Crosstalk between short- and long-term calorie restriction transcriptomic signatures with anxiety-like behavior, aging, and neurodegeneration: implications for drug repurposing

Calorie restriction (CR) is considered an effective intervention for anxiety, aging, and obesity. We investigated the effects of short- and long-term CR on behavior as well as transcriptome profiles in the hypothalamus, amygdala, prefrontal cortex, pituitary, and adrenal glands of Hooded Wistar and Long Evans male rats. A reduction in anxiety-like behavior, as assessed via the elevated plus maze, was observed in both short- and long-term CR. Despite this, short- and long-term CR regulated different sets of genes, leading to distinct transcriptomic signatures. The employed models were able to simultaneously analyze categorical and numerical variables, evaluating the effect of tissue type along with expression data. In all tissues, transcription factors, zinc finger protein 45-like and zinc finger BTB domain-containing two, were the top selected genes by the models in short and long-term CR treatments, respectively. Text mining identified associations between genes of the short-term CR signature and neurodegeneration, stress, and obesity and between genes of the long-term signature and the nervous system.
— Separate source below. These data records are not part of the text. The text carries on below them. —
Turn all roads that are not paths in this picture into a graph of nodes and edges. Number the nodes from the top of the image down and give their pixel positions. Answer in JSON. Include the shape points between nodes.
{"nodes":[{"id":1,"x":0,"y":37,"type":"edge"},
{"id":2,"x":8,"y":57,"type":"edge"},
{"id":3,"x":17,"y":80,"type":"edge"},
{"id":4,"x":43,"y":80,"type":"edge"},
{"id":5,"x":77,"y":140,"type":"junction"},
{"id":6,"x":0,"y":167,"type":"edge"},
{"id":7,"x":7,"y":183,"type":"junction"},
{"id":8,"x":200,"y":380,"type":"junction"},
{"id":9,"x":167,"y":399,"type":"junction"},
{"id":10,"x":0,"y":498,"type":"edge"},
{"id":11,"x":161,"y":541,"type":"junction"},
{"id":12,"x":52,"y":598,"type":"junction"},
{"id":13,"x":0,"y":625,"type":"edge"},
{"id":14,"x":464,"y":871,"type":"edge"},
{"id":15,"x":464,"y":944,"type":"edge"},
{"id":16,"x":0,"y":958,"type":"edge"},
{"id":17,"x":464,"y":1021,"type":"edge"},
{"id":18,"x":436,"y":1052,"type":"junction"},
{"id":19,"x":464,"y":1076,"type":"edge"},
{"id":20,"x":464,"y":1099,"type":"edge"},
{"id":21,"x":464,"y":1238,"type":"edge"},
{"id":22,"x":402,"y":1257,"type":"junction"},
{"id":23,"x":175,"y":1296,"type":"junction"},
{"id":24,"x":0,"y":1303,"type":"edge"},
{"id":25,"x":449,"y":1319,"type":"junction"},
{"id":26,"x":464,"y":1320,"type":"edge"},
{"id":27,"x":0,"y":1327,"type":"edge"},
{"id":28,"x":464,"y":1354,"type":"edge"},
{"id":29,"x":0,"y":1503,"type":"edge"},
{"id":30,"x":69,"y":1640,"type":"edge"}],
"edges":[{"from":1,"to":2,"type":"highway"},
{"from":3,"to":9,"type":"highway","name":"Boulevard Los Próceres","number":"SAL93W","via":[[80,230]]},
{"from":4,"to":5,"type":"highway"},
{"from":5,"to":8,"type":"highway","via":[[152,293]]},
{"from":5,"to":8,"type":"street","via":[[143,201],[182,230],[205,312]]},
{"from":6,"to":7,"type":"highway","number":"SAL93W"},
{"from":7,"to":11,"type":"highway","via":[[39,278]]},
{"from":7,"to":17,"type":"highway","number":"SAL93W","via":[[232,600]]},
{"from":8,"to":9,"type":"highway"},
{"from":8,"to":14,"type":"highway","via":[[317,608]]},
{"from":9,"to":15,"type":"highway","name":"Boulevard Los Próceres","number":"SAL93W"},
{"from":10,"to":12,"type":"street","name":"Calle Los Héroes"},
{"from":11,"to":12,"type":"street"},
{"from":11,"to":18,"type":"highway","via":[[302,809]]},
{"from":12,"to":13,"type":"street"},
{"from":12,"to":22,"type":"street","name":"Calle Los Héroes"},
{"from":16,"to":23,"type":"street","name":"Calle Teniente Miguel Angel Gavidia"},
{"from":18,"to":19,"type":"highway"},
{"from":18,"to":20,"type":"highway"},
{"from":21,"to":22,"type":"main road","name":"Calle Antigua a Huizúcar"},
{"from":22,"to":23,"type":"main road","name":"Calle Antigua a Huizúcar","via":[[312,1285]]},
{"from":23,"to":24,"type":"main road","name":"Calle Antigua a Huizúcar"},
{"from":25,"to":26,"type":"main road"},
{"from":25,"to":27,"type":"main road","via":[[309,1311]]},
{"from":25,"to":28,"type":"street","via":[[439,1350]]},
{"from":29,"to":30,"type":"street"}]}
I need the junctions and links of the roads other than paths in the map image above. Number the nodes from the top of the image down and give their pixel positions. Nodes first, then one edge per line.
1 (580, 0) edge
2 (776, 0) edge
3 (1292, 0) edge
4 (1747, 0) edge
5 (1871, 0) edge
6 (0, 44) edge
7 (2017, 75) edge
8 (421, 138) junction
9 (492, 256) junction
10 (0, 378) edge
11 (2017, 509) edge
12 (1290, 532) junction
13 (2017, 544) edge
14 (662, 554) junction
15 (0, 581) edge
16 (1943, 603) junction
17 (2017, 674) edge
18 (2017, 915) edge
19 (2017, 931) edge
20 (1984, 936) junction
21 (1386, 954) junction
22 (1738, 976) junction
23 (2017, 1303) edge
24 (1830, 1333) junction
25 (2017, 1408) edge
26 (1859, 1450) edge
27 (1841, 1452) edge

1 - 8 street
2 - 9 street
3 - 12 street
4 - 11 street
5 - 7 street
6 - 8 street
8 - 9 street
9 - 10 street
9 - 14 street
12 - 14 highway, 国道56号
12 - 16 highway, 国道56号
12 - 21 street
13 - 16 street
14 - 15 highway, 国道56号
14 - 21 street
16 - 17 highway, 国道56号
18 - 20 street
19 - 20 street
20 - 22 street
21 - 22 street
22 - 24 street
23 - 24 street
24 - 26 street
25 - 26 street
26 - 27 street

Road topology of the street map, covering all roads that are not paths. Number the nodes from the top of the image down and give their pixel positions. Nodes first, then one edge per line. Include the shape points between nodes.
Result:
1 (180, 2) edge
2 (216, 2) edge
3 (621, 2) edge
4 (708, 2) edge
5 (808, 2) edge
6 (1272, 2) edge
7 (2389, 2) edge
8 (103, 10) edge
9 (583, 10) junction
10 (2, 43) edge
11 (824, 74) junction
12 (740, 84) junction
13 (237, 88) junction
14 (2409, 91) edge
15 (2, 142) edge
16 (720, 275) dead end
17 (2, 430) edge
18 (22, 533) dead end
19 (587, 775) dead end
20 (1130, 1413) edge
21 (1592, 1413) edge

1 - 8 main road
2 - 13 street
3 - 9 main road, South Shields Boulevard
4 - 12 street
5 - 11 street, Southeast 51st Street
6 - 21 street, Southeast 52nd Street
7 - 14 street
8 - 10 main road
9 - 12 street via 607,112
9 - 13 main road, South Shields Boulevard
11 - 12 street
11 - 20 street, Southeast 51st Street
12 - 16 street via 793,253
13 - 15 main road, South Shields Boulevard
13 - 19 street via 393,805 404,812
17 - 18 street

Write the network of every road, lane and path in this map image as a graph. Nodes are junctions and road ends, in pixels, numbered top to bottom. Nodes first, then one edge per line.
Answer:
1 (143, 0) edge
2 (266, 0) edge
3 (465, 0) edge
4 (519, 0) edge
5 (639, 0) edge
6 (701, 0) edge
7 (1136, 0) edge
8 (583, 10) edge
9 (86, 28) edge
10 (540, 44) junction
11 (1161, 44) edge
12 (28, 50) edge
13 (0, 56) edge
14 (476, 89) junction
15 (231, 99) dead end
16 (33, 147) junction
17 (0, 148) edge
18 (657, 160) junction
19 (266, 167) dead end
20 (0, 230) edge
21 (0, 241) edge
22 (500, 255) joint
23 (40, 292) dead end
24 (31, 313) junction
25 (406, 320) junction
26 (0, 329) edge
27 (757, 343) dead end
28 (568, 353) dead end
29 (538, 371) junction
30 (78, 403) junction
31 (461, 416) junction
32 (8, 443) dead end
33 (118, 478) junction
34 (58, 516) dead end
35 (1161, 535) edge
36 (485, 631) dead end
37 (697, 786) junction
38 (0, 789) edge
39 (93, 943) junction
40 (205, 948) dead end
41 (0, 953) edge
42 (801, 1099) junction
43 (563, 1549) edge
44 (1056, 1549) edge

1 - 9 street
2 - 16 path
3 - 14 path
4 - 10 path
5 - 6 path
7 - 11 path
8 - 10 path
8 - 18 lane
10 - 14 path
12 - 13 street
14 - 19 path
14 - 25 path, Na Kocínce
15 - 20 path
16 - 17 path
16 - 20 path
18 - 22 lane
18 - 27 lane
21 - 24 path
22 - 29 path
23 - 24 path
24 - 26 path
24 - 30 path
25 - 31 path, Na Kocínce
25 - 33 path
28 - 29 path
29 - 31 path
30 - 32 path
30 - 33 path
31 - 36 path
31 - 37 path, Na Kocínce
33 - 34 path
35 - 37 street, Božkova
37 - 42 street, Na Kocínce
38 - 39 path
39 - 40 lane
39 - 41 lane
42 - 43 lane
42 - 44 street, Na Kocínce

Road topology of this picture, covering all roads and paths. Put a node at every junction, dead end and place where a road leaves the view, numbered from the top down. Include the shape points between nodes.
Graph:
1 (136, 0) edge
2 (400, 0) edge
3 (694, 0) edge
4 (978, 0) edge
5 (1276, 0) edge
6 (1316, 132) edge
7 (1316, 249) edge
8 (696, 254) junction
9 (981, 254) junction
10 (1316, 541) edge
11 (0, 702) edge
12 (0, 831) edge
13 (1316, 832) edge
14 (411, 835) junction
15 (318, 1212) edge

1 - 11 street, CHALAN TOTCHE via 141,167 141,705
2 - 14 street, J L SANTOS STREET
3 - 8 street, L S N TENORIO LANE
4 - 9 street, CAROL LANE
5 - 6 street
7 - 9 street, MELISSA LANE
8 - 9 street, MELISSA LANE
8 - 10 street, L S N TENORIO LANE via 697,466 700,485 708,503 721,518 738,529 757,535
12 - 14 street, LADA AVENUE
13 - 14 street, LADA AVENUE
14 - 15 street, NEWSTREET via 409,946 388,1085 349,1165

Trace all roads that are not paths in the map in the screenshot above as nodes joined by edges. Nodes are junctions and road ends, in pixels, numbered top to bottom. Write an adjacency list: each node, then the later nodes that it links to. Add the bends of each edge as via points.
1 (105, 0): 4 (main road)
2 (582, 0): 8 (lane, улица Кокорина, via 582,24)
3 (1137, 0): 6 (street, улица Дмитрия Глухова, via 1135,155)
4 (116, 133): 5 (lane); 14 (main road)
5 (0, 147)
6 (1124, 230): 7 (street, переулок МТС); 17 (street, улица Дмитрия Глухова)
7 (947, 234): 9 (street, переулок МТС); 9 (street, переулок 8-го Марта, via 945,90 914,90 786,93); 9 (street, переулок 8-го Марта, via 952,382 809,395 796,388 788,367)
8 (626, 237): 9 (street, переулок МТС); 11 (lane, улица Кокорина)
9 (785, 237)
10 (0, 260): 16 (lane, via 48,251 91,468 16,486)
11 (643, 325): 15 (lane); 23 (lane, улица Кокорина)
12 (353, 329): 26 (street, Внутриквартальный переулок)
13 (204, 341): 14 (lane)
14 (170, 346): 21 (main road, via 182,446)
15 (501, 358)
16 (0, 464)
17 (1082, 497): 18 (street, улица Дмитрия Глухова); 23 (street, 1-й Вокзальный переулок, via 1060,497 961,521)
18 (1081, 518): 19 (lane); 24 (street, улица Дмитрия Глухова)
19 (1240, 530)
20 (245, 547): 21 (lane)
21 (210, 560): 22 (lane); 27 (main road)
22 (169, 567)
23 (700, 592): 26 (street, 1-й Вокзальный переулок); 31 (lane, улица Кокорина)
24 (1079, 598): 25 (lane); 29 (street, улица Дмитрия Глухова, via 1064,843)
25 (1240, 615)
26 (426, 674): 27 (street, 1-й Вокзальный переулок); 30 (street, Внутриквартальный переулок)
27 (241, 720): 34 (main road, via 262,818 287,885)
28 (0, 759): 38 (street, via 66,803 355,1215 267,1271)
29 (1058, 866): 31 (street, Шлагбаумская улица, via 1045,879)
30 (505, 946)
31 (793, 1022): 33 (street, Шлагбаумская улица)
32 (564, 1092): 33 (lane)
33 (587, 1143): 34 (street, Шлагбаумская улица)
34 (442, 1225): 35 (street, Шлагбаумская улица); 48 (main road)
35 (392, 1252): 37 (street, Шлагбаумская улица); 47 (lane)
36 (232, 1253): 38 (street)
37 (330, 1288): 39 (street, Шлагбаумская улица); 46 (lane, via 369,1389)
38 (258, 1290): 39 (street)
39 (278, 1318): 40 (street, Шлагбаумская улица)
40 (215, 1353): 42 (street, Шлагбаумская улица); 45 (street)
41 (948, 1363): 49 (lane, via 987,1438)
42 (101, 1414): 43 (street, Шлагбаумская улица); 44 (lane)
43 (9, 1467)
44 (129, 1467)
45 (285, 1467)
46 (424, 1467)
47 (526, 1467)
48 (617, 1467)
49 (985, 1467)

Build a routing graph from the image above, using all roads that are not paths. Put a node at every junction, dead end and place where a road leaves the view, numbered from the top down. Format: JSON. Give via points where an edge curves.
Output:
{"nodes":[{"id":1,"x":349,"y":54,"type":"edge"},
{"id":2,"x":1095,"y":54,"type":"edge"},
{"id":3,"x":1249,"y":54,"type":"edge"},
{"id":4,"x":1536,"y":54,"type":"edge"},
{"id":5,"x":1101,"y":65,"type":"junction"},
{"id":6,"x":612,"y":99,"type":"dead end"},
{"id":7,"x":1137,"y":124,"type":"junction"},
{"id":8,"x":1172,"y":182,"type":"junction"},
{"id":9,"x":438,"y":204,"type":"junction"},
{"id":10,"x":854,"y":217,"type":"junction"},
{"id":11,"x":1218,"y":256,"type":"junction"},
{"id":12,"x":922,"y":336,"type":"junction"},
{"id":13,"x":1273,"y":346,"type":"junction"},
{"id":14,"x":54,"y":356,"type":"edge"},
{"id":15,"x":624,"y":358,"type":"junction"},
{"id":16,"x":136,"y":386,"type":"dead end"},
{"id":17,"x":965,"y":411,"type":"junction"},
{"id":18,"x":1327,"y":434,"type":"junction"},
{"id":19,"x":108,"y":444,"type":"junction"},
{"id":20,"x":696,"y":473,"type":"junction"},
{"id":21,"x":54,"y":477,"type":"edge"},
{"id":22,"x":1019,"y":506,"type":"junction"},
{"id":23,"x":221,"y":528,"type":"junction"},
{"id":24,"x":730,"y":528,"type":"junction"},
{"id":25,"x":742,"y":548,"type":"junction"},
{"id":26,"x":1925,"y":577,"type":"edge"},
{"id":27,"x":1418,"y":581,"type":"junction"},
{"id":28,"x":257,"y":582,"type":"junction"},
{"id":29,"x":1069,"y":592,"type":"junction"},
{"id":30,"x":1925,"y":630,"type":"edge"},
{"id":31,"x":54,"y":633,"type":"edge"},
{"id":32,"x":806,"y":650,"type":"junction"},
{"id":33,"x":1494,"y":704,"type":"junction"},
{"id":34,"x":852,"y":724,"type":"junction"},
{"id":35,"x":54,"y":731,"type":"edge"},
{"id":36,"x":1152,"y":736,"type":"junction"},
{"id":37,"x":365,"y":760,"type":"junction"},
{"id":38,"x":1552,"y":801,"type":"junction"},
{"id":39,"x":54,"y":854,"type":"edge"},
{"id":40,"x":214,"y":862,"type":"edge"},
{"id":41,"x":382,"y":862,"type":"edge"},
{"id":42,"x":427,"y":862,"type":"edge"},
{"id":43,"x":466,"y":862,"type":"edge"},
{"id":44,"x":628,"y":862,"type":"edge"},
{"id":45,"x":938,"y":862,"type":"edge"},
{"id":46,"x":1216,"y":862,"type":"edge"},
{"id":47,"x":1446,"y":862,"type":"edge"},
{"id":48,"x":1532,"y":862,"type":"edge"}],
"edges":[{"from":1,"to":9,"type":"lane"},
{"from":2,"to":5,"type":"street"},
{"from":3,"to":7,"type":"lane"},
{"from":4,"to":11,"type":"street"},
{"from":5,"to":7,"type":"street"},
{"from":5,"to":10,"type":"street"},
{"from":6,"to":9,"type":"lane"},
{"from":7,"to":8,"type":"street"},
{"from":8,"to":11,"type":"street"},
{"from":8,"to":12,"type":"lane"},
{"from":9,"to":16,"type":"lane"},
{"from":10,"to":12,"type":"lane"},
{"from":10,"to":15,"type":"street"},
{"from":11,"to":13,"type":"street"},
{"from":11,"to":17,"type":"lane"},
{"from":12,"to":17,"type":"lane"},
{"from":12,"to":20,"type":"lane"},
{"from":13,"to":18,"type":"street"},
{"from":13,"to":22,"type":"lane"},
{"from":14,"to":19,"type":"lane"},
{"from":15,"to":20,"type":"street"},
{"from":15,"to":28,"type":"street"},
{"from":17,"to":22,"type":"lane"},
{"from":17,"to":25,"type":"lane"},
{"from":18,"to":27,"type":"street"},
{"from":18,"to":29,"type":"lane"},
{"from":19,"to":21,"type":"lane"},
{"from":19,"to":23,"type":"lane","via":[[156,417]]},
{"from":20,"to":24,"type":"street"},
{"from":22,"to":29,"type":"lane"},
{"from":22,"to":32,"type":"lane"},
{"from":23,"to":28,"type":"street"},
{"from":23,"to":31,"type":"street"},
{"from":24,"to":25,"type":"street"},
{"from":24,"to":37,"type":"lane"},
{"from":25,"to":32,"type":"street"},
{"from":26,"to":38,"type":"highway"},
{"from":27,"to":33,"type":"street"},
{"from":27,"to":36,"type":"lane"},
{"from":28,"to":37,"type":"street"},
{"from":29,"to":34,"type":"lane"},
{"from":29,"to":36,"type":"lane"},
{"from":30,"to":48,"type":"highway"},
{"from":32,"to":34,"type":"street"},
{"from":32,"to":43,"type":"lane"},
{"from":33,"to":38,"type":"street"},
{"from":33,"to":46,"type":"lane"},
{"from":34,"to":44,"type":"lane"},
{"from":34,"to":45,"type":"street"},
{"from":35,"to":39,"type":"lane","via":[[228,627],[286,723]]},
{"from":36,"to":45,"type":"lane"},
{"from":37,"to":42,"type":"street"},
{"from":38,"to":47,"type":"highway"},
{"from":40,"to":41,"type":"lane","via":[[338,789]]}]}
Literature mining-based drug repurposing showed that alongside known CR mimetics such as resveratrol and rapamycin, candidates not typically associated with CR mimetics may be repurposed based on their interaction with transcriptomic signatures of CR. This study goes some way to unravelling the global effects of CR and opens new avenues for treatment for emotional disorders, neurodegeneration, and obesity.